Strangely, writing on the iPad felt the most foreign of any of my work tasks. As counterintuitive as it might sound, I’m used to having a lot of things going on while I write. That’s one of the reasons I like to work in cafés: The background noise forces me to focus. When I’m presented with nothing but a blank page, I find it harder to concentrate; my mind wanders; I wonder what’s going on behind the scenes that I’m not paying attention to.

Afterword

By the end of my three-day experiment, I felt as though I’d gotten the hang of working on my iPad. I felt like cursing it only once, when Safari reloaded a tab in which I’d been writing, erasing all of my progress.

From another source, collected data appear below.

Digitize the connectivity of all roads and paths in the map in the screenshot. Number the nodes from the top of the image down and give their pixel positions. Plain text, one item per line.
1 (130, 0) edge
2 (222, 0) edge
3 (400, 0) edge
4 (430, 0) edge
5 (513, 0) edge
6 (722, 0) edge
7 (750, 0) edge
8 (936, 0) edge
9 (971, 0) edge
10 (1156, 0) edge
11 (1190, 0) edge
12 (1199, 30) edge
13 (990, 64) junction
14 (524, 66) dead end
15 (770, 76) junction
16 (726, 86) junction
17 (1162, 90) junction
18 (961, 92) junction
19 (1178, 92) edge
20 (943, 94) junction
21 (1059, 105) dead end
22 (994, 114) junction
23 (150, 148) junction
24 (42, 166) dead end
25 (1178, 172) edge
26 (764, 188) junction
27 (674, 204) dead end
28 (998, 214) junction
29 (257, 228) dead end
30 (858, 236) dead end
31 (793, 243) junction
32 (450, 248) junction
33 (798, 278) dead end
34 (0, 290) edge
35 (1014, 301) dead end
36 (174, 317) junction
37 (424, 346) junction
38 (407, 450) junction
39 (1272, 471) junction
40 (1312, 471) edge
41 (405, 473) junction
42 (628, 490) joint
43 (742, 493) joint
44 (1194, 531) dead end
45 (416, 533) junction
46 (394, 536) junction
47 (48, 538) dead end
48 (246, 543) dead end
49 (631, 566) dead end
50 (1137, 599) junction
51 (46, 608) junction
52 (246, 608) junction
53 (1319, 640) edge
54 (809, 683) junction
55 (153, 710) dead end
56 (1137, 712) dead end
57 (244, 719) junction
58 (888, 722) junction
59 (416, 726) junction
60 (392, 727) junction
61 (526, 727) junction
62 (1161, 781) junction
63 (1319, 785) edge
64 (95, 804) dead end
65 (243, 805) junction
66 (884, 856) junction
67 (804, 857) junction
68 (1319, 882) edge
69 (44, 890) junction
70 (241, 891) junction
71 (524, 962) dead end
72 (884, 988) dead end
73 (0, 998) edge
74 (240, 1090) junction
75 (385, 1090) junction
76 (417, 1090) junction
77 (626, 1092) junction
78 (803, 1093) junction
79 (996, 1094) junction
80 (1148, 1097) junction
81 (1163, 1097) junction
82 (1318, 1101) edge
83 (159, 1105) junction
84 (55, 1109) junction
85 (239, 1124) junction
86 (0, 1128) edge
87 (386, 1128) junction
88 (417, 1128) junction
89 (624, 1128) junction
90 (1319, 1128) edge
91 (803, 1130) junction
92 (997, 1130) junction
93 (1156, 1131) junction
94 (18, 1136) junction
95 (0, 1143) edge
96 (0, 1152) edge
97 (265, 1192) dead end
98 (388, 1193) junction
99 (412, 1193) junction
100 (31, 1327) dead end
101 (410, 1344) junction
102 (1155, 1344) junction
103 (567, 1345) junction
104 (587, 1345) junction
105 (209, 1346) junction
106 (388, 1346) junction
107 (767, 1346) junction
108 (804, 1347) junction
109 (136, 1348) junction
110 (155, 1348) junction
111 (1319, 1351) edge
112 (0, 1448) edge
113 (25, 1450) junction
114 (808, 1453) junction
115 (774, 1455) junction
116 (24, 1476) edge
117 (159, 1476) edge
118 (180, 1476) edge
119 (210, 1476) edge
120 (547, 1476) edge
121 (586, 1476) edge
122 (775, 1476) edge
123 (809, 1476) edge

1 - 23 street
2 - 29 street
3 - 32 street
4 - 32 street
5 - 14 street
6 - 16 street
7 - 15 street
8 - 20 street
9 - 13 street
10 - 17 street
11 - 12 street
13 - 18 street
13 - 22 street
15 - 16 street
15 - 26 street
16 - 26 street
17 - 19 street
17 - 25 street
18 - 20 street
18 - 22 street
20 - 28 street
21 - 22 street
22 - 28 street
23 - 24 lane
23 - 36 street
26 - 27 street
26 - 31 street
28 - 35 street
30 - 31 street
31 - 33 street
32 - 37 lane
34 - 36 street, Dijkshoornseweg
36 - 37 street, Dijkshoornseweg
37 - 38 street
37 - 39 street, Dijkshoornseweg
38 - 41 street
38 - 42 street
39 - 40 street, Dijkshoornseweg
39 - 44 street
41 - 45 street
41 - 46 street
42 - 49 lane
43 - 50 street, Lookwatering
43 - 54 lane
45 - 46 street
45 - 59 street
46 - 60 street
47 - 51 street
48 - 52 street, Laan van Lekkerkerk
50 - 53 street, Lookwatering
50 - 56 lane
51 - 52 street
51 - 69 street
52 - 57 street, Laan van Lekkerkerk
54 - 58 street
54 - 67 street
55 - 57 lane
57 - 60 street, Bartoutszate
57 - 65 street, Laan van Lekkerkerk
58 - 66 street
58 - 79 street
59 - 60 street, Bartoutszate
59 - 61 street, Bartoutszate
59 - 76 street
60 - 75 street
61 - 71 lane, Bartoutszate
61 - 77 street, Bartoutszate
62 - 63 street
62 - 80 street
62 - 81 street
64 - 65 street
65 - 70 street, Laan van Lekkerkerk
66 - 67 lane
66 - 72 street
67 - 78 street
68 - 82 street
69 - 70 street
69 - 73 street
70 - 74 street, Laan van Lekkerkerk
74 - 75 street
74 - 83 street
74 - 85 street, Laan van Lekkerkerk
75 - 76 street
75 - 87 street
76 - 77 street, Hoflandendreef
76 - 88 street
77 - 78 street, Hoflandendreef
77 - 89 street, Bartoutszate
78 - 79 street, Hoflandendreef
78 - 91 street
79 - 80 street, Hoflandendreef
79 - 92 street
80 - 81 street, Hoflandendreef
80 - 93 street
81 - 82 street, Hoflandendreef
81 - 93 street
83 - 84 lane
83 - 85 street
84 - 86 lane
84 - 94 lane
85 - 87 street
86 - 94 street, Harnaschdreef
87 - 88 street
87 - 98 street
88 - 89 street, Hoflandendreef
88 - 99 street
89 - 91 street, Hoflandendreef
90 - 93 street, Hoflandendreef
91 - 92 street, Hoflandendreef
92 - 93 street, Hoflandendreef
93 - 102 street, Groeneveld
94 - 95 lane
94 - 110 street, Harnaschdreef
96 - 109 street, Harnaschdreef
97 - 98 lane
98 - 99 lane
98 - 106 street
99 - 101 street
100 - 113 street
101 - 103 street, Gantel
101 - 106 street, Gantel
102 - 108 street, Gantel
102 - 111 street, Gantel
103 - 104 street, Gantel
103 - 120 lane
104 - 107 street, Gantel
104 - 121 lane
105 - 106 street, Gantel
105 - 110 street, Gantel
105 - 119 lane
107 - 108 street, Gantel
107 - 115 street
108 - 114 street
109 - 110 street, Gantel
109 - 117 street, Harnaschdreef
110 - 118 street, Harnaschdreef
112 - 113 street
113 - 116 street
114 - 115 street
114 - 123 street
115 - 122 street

And there were Mac things that I definitely hadn’t missed: the spinning beachball, for example. The iPad’s snappiness rivaled that of my MacBook Air, and I rarely felt as though I was waiting for it to catch up to me.
I had a definite sense that this might be the future of working on a computer. I spent little if any time managing files or saving my data (just as in Mac OS X Lion). And thanks to Dropbox and iCloud, I didn’t worry at all about lost data. That’s perhaps the biggest change in switching from a Mac to the iPad: The technology becomes almost transparent. You are simply writing, or reading, or browsing. It’s all about the task itself, while the technology you’re using fades into the background.
Is the iPad ready to be your only computer? It’s not quite ready to be mine, but I doubt that’ll be the case forever. I saw enough in these few days to realize that the iPad will soon be ready for whatever I throw its way. That will happen in part because the iPad will adapt and change. But so will we.